_What is required_. Among the records below, find the lines with the word "JSON" and copy them.

_Provided material_.
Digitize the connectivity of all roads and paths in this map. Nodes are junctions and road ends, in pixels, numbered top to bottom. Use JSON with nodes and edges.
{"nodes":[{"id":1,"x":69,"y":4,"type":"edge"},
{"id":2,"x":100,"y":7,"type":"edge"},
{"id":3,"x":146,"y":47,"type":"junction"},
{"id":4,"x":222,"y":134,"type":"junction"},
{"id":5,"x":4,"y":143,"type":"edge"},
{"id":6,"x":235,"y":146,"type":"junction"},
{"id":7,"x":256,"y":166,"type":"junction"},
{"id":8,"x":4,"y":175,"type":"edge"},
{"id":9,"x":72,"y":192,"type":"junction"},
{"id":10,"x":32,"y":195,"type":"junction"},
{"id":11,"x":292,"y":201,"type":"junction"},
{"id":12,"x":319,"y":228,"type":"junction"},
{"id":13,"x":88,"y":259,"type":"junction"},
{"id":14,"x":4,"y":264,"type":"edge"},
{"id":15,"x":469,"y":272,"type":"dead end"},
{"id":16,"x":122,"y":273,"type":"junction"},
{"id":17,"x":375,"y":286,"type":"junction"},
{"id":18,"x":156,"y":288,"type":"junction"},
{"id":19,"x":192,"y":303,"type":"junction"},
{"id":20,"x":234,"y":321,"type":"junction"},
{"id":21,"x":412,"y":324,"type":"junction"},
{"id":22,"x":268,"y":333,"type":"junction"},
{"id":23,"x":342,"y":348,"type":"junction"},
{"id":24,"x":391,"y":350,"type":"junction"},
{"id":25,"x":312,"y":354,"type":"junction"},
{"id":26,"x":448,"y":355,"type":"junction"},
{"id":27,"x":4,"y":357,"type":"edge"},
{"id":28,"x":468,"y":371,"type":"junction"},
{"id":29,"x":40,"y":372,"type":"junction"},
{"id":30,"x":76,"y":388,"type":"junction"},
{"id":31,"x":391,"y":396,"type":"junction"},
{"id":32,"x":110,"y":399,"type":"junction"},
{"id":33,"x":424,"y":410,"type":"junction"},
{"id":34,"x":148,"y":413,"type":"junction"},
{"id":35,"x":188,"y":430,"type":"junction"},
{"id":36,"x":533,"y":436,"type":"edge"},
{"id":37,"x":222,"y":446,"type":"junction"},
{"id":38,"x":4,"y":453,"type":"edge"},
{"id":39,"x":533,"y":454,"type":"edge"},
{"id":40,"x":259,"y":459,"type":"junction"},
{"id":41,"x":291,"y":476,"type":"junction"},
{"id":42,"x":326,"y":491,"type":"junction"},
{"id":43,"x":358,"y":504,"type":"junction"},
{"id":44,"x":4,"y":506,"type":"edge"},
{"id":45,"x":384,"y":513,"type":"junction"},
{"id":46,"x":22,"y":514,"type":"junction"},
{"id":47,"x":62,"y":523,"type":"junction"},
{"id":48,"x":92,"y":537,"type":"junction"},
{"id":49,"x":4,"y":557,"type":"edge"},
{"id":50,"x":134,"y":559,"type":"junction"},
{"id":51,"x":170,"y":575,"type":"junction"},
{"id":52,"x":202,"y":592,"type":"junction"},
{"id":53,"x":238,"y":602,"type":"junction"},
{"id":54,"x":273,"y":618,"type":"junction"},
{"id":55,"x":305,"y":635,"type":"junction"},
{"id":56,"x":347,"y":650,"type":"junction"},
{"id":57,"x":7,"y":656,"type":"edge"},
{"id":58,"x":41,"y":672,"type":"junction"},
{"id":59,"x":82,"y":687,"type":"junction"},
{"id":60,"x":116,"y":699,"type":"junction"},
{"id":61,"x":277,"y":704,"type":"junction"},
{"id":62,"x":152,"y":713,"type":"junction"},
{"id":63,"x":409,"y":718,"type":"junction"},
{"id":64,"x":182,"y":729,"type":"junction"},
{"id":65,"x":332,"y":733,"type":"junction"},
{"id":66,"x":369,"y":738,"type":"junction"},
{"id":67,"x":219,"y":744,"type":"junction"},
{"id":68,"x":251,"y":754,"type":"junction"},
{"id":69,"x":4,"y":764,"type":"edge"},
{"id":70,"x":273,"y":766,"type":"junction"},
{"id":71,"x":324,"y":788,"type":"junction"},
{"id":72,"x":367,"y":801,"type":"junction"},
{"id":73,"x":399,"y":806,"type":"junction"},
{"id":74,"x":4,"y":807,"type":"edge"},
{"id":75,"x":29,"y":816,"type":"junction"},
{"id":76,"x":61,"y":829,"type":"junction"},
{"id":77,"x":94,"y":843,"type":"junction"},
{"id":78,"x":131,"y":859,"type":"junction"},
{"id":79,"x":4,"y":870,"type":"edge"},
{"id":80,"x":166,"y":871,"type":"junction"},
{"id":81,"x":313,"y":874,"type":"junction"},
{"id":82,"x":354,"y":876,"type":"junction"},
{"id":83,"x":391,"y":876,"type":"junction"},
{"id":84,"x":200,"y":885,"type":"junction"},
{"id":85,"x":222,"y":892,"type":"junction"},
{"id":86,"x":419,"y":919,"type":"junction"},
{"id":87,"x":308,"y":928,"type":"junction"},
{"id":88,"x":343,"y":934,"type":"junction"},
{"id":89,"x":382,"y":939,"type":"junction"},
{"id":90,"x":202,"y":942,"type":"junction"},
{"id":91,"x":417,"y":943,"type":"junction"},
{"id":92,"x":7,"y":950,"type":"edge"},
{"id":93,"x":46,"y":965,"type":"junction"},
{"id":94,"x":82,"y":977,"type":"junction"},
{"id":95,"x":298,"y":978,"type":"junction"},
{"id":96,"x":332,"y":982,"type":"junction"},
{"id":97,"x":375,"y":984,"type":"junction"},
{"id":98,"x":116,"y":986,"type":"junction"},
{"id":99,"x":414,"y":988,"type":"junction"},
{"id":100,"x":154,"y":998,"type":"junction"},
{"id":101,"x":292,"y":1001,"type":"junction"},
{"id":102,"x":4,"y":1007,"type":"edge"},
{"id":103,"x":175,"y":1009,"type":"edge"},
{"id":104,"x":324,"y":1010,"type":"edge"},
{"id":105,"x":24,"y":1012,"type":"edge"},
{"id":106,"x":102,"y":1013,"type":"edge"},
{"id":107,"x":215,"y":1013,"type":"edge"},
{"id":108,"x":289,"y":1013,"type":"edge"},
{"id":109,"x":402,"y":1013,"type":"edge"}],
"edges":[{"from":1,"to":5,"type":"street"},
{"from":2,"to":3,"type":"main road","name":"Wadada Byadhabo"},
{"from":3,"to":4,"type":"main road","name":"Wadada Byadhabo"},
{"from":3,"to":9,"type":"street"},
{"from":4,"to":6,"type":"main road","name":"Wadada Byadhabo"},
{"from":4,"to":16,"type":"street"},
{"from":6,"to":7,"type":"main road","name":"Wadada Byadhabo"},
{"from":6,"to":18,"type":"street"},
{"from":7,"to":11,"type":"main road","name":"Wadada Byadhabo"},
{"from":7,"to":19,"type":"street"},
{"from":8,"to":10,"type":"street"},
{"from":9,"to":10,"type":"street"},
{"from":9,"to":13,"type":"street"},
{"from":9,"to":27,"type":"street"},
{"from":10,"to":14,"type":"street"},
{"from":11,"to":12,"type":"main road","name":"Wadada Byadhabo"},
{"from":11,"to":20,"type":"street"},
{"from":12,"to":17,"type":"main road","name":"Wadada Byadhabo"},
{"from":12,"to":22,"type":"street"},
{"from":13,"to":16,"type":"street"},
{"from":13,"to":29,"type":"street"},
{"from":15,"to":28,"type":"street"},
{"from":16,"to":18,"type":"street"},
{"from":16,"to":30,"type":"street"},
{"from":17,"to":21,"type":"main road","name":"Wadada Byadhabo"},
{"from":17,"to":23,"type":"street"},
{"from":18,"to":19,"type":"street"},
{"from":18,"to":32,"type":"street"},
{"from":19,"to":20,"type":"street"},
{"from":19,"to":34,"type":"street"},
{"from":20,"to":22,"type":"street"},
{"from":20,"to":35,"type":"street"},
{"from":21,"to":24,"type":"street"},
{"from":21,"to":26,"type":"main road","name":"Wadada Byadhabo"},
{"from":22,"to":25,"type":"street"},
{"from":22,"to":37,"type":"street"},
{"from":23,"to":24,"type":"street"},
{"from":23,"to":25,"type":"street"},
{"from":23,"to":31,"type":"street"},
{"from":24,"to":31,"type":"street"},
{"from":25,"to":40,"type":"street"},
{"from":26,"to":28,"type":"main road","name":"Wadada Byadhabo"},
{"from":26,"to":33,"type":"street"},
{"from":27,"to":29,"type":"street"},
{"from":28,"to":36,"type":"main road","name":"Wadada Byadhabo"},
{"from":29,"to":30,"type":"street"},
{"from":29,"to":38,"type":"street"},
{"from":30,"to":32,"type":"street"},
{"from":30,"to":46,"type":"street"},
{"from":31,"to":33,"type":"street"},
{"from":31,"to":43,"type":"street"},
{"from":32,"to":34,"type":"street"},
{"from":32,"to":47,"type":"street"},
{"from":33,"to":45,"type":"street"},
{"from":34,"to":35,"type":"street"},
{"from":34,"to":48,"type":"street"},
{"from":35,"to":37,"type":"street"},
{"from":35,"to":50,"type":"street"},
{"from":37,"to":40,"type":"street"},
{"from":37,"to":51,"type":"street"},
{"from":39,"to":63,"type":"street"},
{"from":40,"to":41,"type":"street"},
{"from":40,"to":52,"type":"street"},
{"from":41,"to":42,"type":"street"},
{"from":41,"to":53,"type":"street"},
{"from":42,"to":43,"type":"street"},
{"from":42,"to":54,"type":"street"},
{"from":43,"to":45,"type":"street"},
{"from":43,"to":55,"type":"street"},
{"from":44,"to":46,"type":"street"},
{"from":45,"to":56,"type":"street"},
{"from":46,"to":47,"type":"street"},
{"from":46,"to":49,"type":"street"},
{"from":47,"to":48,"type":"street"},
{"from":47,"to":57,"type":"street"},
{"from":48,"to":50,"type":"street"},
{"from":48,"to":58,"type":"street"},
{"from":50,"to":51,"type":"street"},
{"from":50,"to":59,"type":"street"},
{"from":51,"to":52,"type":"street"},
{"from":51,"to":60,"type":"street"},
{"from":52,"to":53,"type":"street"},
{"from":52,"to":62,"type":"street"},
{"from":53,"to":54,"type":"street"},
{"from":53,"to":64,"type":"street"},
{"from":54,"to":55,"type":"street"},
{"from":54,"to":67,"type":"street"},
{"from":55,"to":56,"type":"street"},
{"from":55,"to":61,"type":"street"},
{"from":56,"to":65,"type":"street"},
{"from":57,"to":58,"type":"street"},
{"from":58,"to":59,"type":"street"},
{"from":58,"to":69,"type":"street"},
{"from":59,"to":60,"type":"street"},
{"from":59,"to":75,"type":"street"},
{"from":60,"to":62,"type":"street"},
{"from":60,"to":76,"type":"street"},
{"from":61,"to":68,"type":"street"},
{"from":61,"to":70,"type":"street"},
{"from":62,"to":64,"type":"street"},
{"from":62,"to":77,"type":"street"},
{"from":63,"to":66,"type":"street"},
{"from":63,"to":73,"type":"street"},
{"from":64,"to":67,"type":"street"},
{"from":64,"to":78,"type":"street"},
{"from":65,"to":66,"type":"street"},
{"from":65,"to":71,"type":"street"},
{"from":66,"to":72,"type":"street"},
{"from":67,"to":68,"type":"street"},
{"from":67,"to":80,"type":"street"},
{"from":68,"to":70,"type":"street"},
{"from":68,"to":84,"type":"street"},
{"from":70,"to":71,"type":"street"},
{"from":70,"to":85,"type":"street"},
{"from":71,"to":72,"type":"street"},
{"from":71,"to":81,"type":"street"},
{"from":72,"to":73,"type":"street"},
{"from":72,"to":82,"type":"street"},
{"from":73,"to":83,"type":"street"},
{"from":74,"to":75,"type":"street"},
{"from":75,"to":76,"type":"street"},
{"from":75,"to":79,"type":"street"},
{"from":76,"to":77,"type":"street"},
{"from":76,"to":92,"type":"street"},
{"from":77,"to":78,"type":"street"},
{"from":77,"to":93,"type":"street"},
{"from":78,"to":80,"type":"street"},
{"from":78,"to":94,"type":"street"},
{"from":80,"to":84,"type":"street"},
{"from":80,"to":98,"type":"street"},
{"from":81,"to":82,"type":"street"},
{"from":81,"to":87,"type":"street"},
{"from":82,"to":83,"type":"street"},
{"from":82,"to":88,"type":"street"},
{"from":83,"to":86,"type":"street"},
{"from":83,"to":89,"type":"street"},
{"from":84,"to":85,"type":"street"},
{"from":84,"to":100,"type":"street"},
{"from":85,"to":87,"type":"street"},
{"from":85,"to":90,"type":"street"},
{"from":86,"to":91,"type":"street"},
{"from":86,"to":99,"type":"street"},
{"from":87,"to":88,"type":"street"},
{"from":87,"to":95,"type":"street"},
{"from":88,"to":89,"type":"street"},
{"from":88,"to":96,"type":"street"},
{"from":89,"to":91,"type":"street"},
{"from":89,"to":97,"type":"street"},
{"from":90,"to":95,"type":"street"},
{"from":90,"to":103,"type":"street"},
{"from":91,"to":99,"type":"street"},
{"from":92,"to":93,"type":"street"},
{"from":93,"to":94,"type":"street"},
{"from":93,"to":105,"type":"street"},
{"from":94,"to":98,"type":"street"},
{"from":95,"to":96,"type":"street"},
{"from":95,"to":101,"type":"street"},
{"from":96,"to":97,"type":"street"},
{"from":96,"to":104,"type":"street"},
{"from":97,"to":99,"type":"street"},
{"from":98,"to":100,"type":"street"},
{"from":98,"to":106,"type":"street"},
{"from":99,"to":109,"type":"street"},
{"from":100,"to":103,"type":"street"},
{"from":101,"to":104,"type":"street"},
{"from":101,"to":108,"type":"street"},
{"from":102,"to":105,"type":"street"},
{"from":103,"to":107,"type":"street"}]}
==
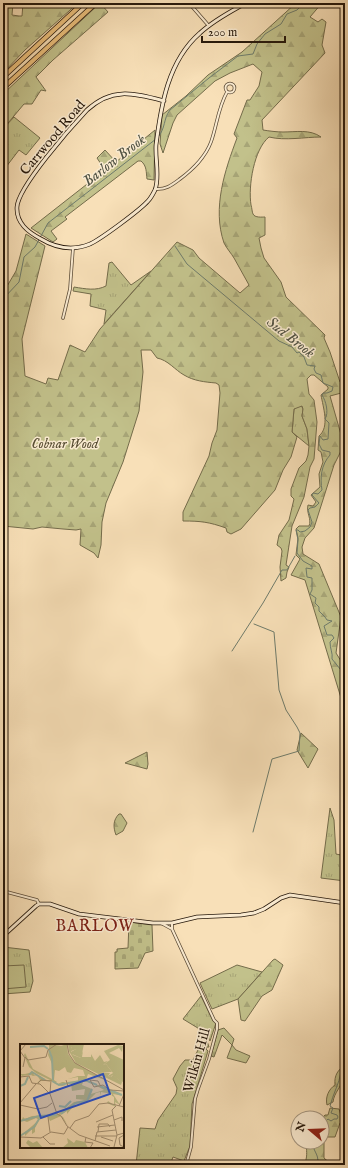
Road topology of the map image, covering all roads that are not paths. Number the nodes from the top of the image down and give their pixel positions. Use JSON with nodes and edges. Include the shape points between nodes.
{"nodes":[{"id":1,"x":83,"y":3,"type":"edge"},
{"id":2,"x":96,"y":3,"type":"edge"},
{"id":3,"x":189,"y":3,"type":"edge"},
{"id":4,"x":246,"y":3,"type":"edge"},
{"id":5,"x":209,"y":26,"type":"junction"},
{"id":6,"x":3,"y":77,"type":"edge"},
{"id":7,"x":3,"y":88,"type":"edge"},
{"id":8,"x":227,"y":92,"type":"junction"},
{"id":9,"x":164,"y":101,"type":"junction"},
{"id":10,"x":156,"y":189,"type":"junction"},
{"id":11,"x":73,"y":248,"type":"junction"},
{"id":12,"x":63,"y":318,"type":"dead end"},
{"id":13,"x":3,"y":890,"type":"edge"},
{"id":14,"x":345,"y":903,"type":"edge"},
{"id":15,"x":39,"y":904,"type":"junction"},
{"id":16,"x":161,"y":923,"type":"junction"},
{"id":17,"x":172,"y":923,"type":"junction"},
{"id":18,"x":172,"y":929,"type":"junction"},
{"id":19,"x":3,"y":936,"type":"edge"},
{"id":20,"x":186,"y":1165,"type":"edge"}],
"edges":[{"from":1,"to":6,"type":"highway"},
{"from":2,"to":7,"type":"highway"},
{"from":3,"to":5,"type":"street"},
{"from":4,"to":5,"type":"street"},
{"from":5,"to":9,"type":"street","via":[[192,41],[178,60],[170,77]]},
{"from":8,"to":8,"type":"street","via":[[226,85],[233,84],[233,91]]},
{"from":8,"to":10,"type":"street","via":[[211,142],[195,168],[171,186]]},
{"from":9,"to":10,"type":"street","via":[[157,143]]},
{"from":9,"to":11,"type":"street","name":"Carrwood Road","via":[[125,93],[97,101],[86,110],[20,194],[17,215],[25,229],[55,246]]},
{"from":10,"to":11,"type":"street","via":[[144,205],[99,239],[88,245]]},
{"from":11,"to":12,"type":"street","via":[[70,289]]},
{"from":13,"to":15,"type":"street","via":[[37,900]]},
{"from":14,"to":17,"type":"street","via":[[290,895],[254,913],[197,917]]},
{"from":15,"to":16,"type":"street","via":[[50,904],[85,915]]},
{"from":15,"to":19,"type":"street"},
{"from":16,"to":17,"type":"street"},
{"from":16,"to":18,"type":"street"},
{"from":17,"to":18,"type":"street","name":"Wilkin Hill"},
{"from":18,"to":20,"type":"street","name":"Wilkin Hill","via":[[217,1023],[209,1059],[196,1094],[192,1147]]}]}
* * *
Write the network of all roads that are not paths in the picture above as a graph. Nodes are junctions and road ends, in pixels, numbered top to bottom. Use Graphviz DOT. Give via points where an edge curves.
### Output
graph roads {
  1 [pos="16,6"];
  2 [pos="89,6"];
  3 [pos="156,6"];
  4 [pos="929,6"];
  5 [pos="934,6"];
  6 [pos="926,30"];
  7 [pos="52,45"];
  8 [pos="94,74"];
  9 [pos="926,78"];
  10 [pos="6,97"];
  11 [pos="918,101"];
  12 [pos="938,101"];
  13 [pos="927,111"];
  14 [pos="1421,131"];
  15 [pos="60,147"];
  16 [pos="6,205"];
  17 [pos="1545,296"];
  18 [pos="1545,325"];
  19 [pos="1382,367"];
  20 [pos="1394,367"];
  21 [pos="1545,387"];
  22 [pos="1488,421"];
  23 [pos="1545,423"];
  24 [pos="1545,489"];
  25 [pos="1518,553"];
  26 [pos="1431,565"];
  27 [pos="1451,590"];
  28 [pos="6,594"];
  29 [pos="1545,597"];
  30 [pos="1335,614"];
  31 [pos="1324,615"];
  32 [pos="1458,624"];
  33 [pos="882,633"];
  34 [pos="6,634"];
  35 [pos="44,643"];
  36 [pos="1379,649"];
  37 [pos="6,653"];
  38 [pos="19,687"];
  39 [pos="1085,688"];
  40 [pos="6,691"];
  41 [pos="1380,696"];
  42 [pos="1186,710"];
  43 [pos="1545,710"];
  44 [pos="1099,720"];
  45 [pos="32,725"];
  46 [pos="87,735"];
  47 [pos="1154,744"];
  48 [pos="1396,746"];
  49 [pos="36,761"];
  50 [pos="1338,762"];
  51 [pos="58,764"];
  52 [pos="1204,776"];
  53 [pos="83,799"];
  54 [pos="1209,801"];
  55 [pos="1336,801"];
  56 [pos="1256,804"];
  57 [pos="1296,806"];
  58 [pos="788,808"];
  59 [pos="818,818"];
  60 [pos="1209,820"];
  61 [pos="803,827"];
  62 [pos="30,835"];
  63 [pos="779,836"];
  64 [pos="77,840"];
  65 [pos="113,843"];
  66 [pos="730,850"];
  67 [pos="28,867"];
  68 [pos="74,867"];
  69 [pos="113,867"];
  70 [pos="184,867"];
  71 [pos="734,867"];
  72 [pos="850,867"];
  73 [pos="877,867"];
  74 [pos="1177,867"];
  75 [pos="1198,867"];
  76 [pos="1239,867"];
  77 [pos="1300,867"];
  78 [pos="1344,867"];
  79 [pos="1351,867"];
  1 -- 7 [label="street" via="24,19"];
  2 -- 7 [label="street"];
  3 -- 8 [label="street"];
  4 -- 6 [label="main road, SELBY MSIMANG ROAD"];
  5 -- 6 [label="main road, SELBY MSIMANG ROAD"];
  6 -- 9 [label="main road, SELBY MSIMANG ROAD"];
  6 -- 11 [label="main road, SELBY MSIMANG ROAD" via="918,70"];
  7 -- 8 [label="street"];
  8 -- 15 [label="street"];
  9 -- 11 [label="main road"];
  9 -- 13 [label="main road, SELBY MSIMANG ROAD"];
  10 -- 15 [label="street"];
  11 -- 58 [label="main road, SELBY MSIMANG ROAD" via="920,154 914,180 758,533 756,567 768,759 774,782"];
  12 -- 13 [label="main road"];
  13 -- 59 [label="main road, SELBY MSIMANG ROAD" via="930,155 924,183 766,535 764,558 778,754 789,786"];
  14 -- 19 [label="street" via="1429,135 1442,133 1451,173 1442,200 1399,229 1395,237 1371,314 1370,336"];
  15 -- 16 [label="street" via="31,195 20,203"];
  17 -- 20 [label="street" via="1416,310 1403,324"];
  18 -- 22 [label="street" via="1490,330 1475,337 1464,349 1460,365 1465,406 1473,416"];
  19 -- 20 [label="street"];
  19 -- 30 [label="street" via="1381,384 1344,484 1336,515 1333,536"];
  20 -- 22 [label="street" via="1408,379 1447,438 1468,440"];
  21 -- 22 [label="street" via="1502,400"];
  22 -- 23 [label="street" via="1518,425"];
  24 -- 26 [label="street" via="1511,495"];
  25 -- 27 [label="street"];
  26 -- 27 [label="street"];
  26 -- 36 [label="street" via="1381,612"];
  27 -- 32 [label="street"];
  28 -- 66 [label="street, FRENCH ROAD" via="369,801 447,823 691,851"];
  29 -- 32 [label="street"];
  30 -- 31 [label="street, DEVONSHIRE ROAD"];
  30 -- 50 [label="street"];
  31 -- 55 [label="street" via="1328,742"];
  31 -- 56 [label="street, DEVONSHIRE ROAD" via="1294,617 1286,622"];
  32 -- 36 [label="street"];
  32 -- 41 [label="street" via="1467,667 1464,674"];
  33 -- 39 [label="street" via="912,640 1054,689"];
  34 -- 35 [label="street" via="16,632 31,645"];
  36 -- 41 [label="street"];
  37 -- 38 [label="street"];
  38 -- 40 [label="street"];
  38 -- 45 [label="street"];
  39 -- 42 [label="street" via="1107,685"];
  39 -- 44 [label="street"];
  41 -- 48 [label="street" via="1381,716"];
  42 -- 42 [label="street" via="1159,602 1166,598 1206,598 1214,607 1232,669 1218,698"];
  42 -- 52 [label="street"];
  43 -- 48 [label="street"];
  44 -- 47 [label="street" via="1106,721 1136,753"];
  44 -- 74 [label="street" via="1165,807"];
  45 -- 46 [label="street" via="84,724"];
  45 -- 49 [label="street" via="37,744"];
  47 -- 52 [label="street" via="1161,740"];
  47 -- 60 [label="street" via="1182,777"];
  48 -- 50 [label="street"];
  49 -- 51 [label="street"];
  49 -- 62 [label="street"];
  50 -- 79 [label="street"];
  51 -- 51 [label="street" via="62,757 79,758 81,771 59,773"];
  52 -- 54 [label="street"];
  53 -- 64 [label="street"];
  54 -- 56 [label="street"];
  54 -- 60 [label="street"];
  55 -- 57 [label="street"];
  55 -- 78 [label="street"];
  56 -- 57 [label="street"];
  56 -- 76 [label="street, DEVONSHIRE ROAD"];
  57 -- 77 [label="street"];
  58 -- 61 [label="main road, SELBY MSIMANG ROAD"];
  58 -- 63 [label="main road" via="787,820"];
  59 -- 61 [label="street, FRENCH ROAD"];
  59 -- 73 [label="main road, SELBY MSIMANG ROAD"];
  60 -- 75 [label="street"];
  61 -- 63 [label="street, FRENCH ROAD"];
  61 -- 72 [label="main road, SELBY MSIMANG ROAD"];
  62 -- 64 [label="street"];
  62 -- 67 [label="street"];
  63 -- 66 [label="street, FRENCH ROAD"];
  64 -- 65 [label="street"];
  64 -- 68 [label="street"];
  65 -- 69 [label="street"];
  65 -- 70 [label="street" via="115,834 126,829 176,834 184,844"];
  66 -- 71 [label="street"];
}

_Answer area_.
Digitize the connectivity of all roads and paths in this map. Nodes are junctions and road ends, in pixels, numbered top to bottom. Use JSON with nodes and edges.
Road topology of the map image, covering all roads that are not paths. Number the nodes from the top of the image down and give their pixel positions. Use JSON with nodes and edges. Include the shape points between nodes.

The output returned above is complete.